O diretor foi apresentado pela primeira vez à cultura coreana enquanto trabalhava em seu mestrado em estudos de performance na NYU Tisch School of the Arts. Ele já dirigia uma companhia de teatro em Cingapura, apresentando várias peças por ano, mas queria estudar performance no contexto da política e dos estudos culturais. “Toda a ideia de política, gênero e estudos culturais foi muito importante para mim”, disse ele.

Ao escalar a personagem de Helen, Ong queria que o público tivesse uma noção clara de que ela era uma estranha.

“Como o pansori é uma forma de arte bastante específica, a questão era quem poderia interpretar Helen”, disse ele. “Se fossem duas mulheres coreanas interpretando a grega Helen e Hecuba, a rainha de Tróia, você não seria capaz de dizer imediatamente que elas pertencem a mundos diferentes. Então, inicialmente pensei que talvez pudéssemos escalar um cantor de ópera do oeste e permanecer no gênero da ópera, embora seja uma forma operística diferente. Mas então parecia muito clichê pensar nesse elemento leste-oeste sendo representado tão abertamente. Então pensei, se estamos limitados por todos que vêm de pansori, porque você não pode treinar alguém para cantar pansori em apenas um ano, vamos tentar um cantor pansori masculino como contraponto ao resto das mulheres.”

Embora Helen cause a Guerra de Tróia fugindo com Paris, ela implora por misericórdia na peça, culpando os deuses por sua desventura. Ao ter um cantor masculino interpretando Helen, Ong adicionou camadas de complexidade à questão de sua culpa.

“Quando Helen canta que não é culpa dela, que foi o plano dos deuses para unir ela e Paris, isso traz à tona todas essas questões”, disse Ong. “Temos uma escolha sobre nossa sexualidade? Todas essas velhas questões de natureza versus criação. Então, adiciona alguma complexidade após a diferença formal inicial. Escolher um cantor pansori masculino de repente traz à tona todas as questões sociais e políticas sobre sexualidade e como as pessoas vivem juntas.”

Ong, diretor do TheatreWorks com sede em Cingapura e ganhador do Prêmio Fukuoka de Artes e Cultura de 2010, é atraído por contos clássicos de tragédia como Rei Lear, Ricardo III e As mulheres troianas porque revelam algo sobre a essência do que significa ser humano. No caso de As mulheres troianas é sobre resiliência.

“Quando eles estão em uma espécie de calamidade, vemos do que realmente são feitos”, disse ele. “Não se trata mais de transações políticas. Tudo se resume a uma questão muito básica do que nos apegamos para sobreviver e o que valorizamos no final. Isso é o que acontece com essas mulheres, porque no final elas podem ser transportadas, mas o que elas ainda terão de valioso?”
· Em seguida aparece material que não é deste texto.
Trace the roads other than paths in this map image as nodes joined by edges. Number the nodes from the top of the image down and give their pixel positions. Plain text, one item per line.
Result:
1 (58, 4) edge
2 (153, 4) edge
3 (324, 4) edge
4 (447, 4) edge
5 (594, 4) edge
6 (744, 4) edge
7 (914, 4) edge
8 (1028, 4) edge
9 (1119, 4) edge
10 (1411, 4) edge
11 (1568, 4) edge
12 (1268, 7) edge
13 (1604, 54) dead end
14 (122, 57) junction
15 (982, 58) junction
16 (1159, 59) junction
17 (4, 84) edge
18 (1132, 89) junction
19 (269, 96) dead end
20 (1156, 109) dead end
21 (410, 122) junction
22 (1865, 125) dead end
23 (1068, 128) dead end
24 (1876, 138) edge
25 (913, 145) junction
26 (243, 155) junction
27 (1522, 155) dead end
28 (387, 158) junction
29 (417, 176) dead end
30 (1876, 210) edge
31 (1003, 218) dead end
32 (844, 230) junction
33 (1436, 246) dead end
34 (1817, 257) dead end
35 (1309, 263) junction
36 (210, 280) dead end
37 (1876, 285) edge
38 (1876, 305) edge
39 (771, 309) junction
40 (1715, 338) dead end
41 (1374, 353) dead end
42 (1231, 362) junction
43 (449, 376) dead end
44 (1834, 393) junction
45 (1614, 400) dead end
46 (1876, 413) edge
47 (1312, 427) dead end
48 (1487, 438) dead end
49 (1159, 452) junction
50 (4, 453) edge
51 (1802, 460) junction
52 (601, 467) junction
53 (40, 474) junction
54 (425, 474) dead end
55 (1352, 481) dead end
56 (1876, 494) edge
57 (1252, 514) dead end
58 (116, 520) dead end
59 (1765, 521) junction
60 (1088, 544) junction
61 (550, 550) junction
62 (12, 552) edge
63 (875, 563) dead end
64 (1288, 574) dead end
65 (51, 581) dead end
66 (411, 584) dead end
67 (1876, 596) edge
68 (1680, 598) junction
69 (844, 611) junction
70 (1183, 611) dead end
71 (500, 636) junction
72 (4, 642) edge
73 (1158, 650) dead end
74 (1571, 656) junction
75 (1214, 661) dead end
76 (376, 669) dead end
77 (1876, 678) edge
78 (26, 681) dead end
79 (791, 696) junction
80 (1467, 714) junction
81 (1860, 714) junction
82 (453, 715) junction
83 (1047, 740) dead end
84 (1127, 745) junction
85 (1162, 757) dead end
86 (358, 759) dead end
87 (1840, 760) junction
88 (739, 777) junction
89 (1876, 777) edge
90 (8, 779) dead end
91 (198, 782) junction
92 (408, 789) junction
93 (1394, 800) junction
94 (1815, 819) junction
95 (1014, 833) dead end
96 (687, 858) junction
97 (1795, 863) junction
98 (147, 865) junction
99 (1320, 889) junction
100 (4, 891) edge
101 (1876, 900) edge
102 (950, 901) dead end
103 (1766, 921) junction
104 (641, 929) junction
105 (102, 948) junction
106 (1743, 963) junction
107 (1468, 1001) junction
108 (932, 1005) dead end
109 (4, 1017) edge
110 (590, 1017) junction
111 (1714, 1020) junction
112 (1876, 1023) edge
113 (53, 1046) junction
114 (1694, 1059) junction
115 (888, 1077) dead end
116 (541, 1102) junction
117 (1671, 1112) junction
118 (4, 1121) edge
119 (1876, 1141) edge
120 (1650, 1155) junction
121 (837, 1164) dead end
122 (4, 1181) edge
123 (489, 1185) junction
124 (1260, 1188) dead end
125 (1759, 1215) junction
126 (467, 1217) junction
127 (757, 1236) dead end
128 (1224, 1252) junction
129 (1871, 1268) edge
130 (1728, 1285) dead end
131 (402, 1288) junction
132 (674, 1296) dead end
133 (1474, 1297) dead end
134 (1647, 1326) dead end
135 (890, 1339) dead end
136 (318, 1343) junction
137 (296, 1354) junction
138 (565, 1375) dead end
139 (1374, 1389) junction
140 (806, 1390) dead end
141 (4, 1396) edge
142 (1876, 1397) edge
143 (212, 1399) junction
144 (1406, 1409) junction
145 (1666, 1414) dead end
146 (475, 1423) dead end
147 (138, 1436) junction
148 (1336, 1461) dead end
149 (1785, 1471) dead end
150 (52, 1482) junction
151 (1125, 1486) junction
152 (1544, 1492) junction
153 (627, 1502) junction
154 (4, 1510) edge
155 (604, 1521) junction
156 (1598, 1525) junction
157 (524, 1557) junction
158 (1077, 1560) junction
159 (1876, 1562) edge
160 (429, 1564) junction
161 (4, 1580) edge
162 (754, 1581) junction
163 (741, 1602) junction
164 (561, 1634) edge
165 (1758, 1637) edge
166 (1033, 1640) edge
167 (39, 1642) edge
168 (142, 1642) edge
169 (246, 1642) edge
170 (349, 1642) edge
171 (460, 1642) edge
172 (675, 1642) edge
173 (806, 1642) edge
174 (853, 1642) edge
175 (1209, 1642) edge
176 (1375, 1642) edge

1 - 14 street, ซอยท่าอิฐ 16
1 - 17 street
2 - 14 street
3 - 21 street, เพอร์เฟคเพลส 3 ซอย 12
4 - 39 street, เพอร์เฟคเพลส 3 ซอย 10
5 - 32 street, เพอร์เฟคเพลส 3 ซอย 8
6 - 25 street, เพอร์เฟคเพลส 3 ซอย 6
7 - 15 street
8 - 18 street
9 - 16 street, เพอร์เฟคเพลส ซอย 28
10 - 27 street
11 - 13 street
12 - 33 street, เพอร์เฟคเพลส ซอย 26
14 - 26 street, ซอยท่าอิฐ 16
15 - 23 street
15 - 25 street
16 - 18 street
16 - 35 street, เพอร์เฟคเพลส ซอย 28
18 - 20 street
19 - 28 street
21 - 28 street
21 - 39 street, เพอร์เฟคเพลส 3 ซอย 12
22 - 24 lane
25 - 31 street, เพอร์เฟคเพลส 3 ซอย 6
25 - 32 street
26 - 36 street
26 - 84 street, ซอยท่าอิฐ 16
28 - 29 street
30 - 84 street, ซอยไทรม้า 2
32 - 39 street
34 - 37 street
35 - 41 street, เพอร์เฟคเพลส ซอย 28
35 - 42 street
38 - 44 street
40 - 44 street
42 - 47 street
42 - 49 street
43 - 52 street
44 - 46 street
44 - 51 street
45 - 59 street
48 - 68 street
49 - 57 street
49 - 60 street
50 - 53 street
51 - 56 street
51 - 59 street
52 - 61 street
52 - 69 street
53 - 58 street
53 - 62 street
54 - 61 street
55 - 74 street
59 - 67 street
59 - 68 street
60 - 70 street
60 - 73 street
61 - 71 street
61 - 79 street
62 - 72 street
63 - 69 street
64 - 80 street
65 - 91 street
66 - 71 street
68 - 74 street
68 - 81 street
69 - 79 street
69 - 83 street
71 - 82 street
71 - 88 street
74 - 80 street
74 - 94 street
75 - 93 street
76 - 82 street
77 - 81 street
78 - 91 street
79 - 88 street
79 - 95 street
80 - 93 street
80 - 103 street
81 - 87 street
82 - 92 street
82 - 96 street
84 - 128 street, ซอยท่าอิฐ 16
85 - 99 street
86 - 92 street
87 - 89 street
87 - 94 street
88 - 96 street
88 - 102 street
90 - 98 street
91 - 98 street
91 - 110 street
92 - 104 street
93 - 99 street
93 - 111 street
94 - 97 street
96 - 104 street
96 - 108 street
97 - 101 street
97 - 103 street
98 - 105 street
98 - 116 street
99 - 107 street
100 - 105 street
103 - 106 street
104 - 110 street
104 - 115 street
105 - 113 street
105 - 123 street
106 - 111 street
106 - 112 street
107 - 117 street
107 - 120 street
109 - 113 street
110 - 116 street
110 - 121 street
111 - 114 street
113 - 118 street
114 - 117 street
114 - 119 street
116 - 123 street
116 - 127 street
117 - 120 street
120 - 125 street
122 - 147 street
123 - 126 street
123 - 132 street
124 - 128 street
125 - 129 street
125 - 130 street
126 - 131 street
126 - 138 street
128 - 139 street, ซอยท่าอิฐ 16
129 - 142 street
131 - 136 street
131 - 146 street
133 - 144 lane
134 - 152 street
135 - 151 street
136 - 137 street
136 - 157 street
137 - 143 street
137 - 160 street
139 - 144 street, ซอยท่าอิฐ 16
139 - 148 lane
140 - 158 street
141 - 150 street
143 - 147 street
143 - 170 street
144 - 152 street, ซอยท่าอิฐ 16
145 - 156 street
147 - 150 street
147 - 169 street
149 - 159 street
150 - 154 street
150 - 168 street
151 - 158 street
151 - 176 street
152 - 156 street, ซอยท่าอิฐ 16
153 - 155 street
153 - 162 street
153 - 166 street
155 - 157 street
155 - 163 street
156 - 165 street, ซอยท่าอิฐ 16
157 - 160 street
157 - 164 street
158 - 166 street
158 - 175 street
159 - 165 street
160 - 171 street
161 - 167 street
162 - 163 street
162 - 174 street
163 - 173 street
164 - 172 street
Embora a peça tenha uma equipe internacional, o talento artístico vem principalmente da A Companhia Nacional Changgeuk da Coreia, que foi estabelecido em 1962 como parte do Teatro Nacional da Coreia. A versão de Ong da peça clássica estreou na Coréia em 2016, seguida por apresentações no Festival Internacional de Artes de Cingapura e depois teve shows esgotados em Londres, Amsterdã e Viena. O desempenho em BAM acontecerá nos dias 18 e 19 de novembro.